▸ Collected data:

+---+

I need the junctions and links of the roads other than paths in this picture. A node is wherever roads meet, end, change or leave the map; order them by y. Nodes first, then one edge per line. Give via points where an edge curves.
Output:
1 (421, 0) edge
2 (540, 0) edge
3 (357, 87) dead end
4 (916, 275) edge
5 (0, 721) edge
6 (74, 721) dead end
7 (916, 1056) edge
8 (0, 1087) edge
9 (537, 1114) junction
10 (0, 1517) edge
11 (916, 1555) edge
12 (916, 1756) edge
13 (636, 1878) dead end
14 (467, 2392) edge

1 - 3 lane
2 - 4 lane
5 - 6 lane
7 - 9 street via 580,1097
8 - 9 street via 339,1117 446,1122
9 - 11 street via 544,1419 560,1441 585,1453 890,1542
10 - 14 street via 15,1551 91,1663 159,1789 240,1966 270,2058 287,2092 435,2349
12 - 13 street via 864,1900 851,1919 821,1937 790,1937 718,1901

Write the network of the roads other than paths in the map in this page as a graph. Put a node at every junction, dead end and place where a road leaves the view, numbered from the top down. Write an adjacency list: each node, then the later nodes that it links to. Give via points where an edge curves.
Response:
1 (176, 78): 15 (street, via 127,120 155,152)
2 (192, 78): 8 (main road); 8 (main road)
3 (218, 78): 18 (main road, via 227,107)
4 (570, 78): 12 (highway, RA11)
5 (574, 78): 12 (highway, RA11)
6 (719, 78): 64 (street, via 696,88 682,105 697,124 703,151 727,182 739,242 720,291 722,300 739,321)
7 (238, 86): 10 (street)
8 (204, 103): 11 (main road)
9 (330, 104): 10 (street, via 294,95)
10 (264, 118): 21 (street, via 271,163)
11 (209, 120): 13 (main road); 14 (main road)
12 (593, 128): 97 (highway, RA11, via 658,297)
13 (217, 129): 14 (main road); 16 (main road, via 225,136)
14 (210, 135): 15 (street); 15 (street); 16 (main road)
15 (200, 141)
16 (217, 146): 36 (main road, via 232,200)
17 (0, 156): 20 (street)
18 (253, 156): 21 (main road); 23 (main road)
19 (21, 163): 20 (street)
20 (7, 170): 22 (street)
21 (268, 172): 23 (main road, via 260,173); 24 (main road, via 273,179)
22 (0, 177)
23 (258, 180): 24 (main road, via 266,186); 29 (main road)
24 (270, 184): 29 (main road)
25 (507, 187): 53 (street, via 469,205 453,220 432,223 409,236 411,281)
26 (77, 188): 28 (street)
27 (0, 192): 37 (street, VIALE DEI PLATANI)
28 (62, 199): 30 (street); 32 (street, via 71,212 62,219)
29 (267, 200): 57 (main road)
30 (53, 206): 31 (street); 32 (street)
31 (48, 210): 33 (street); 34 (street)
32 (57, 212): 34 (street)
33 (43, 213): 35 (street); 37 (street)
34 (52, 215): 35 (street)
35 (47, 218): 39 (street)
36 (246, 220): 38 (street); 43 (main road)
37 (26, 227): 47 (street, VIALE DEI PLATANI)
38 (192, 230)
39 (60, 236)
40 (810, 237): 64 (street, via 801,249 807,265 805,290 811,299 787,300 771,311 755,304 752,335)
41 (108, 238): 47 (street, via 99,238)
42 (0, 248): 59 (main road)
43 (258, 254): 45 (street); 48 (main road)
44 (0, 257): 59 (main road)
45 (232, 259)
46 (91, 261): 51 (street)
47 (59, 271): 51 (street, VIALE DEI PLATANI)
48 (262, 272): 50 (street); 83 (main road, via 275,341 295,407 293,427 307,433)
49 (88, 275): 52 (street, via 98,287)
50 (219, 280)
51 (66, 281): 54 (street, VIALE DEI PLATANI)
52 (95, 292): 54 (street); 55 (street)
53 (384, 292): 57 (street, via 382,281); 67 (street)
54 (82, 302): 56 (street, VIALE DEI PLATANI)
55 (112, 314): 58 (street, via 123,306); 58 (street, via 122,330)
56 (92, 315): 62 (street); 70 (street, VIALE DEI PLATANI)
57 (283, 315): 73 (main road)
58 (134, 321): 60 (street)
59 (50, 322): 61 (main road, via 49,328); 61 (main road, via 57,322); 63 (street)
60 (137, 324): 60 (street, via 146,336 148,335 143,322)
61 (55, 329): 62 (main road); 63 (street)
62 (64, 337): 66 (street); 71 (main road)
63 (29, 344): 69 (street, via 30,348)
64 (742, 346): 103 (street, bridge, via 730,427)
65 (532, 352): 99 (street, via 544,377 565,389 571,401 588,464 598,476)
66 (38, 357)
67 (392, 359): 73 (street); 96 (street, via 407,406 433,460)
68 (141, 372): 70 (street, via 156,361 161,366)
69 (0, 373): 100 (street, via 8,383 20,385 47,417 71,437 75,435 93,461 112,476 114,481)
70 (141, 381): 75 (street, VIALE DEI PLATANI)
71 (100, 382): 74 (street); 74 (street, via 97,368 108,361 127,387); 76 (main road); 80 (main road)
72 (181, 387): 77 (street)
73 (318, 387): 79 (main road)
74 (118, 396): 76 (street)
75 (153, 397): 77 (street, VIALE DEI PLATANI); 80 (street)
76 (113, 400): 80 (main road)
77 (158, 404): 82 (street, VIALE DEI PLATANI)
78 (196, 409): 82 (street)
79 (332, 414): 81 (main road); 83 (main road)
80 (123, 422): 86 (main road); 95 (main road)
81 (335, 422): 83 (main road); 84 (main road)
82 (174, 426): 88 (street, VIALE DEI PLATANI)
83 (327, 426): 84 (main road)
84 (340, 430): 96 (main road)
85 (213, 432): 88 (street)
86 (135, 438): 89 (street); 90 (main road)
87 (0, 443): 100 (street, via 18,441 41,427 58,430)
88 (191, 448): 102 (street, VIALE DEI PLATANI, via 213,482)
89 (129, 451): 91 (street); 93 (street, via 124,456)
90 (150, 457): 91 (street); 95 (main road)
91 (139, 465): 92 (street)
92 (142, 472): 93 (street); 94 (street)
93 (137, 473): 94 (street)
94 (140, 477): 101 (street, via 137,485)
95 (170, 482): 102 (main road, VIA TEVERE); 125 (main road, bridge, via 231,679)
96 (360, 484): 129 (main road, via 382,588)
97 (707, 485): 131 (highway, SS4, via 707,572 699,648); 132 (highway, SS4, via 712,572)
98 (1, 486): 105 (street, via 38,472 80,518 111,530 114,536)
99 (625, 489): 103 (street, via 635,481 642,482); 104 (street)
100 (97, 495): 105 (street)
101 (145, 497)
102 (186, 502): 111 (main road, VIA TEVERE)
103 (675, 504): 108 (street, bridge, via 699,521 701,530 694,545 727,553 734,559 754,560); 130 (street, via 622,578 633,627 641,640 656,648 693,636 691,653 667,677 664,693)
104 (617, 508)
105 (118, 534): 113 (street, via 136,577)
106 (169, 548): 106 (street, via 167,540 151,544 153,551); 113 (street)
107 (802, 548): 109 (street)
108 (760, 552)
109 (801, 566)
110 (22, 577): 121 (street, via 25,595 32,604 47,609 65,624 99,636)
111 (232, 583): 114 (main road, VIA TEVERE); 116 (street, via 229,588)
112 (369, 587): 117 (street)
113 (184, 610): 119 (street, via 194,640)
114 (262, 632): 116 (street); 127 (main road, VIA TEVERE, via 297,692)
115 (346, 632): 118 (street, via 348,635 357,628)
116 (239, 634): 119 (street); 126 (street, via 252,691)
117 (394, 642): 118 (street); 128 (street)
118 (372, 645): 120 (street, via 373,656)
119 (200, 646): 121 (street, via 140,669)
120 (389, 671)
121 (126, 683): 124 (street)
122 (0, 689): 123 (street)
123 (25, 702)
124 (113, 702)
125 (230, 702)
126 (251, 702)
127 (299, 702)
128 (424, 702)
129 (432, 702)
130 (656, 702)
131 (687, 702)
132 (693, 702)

+---+

▸ Exercise instructions: Where the string "paths" occurs in the data, return the whole line.

▸ Exercise response:
I need the junctions and links of the roads other than paths in this picture. A node is wherever roads meet, end, change or leave the map; order them by y. Nodes first, then one edge per line. Give via points where an edge curves.
Write the network of the roads other than paths in the map in this page as a graph. Put a node at every junction, dead end and place where a road leaves the view, numbered from the top down. Write an adjacency list: each node, then the later nodes that it links to. Give via points where an edge curves.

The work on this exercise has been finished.